I had a lot of first with Aileen. Aileen was my first real love and my first imagined girlfriend. She was the first woman I had ever kissed, French kissed. She gave me my first blowjob.
I met her so long ago that you'd think I'd forget her, but I never have. I sometimes wonder where she is now and how different my life would have been with her in it. She could be dead for all I know, but that doesn't stop me from still thinking about her.
We were both 18-years-old and she was very pretty. The main thing that attracted me to her, of course, was the way she looked. She was taller than the average woman at 5'7", when most women were only 5'4". As Irish as she was beautiful, she had long, straight, blonde hair, a round face with smallish features, and hazel eyes.
She was the first skinny, flat-chested, blonde that I was ever attracted to. Before her, I was always attracted to short, brunettes with big tits. It's funny that I didn't married a short, brunette with big tits. I married a tall blonde with big tits. Perhaps, I guess, I took what I liked from one, tits, and looked for a woman who had the other, blonde hair.
There were always other people around us, whenever we were together. I could never get her alone long enough to tell her how I felt about her. In hindsight, a good thing because I never would have married the gem of a woman that I married, instead of Aileen. I married Aileen's best friend, Arlene.
Shy and lacking confidence, back then, I was afraid she'd reject me. Yet, in a way, I rejected her by not even trying to win her. I always wished I had thought of that back then, as a confidence booster to push me to ask her out, but now, I'm happy that I didn't.
We never dated, we were just friends. We hung out together. The only time I really spent any time with her was when we went to a party but with all the people milling around and loud music, I still couldn't get her alone long enough to have a real conversation with her. Back then, there was always a party somewhere.
I realized later that it turned out that she was a bit odd, cold even. She was the shy, quite, and reserved type. Everyone liked what she looked like from the outside, but no one really knew her for who she was. Except for Arlene, she didn't have any close friends. Arlene was always making excuses for her and dragging her out of places before she got into real trouble. Remembering the way she was, now that I think about her, she didn't have much of a personality. She was a bit moody.

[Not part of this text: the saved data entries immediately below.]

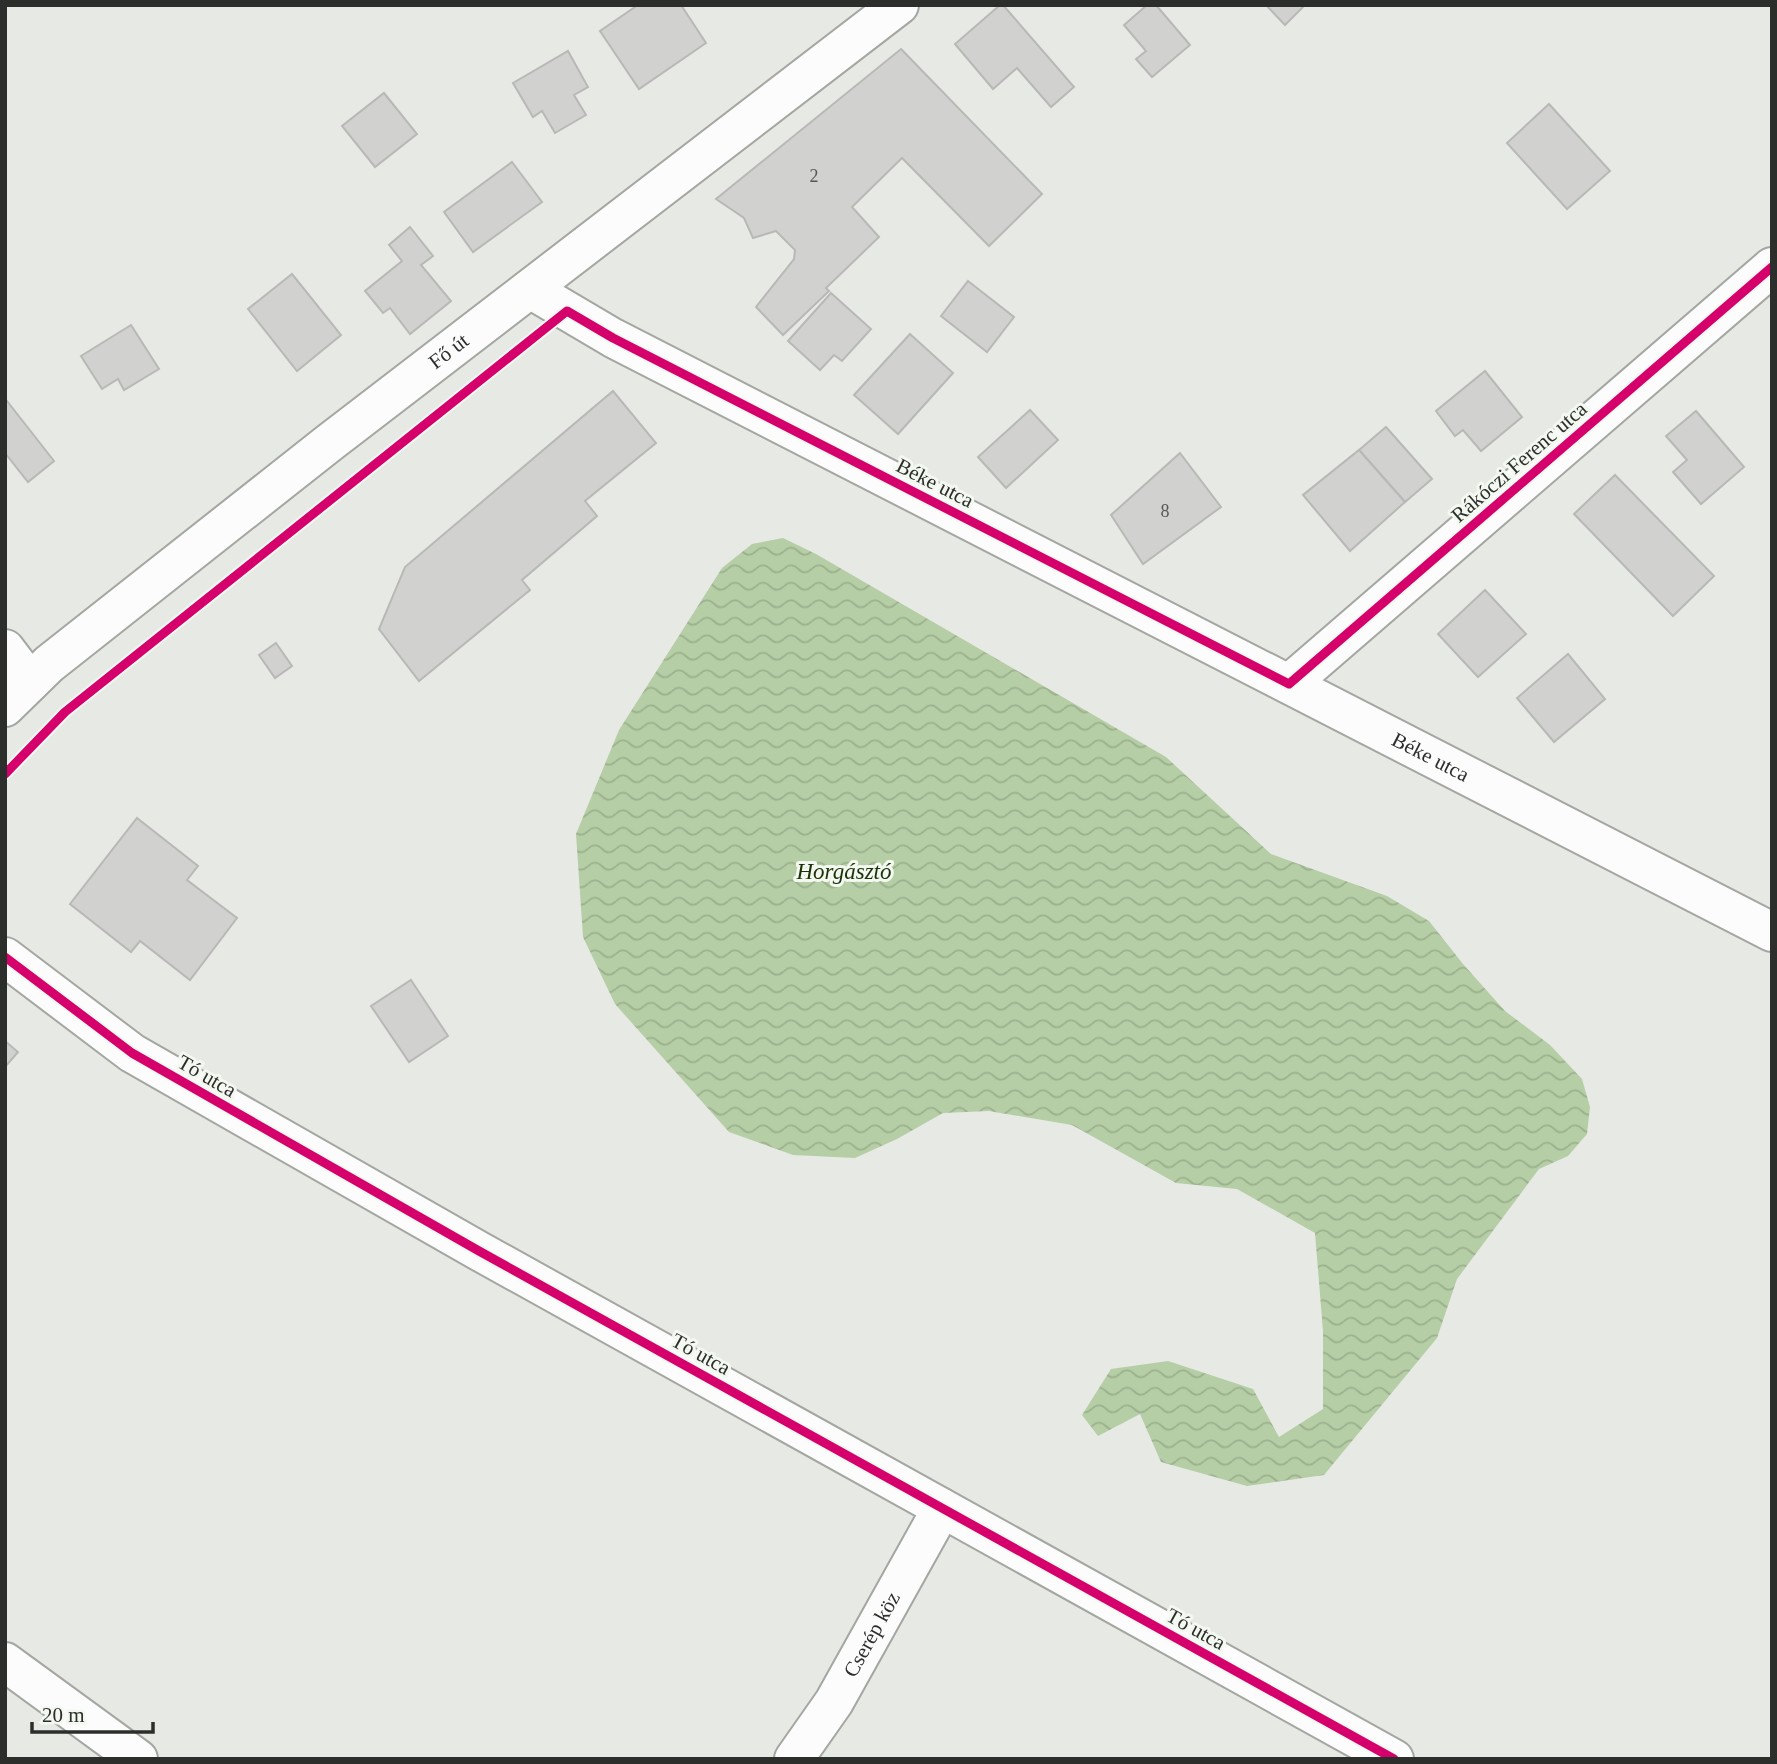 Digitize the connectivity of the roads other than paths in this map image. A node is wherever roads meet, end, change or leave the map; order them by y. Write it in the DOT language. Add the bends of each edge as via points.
graph roads {
  1 [pos="899,5"];
  2 [pos="1772,267"];
  3 [pos="530,289"];
  4 [pos="5,649"];
  5 [pos="1289,684"];
  6 [pos="17,694"];
  7 [pos="1772,932"];
  8 [pos="5,957"];
  9 [pos="940,1507"];
  10 [pos="5,1662"];
  11 [pos="138,1759"];
  12 [pos="794,1759"];
  13 [pos="1394,1759"];
  1 -- 3 [label="street, Fő út"];
  2 -- 5 [label="street, Rákóczi Ferenc utca"];
  3 -- 5 [label="street, Béke utca" via="613,338"];
  3 -- 6 [label="street, Fő út" via="49,664"];
  4 -- 6 [label="street"];
  5 -- 7 [label="street, Béke utca"];
  8 -- 9 [label="street, Tó utca" via="132,1053"];
  9 -- 12 [label="street, Cserép köz" via="834,1702"];
  9 -- 13 [label="street, Tó utca"];
  10 -- 11 [label="street"];
} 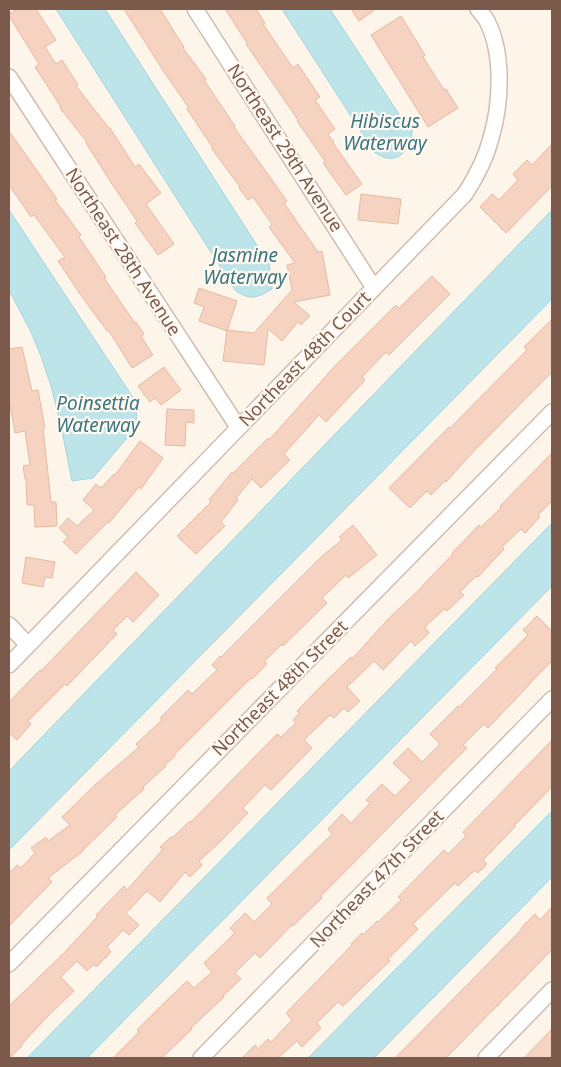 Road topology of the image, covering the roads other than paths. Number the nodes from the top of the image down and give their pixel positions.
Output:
1 (195, 9) edge
2 (478, 9) edge
3 (9, 77) edge
4 (374, 288) junction
5 (552, 412) edge
6 (238, 428) junction
7 (9, 625) edge
8 (28, 645) junction
9 (9, 665) edge
10 (552, 699) edge
11 (9, 964) edge
12 (552, 990) edge
13 (201, 1058) edge
14 (486, 1058) edge

1 - 4 street, Northeast 29th Avenue
2 - 4 street, Northeast 48th Court
3 - 6 street, Northeast 28th Avenue
4 - 6 street, Northeast 48th Court
5 - 11 street, Northeast 48th Street
6 - 8 street, Northeast 48th Court
7 - 8 street
8 - 9 street, Northeast 48th Court
10 - 13 street, Northeast 47th Street
12 - 14 street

Perhaps, I was attracted to her moodiness then, but I certainly don't like moody women, now. Perhaps, I saw her moodiness as mysteriousness. What did I know? I was so young and so very inexperienced. All I knew was she reminded me of Allison McKenzie, the role that Mia Farrow played from the television series, Peyton Place, and that was enough for me. My testosterone blinded my judgment.
Aileen enjoyed doing drugs, for one reason or another, probably because they were mind altering, pot, hash, pills, and cocaine, which would explain her moodiness. I never did drugs. I only drank. I knew enough about drugs to know that I really didn't know anything about drugs. After seeing how fucked up some of my friends were on drugs, I feared them.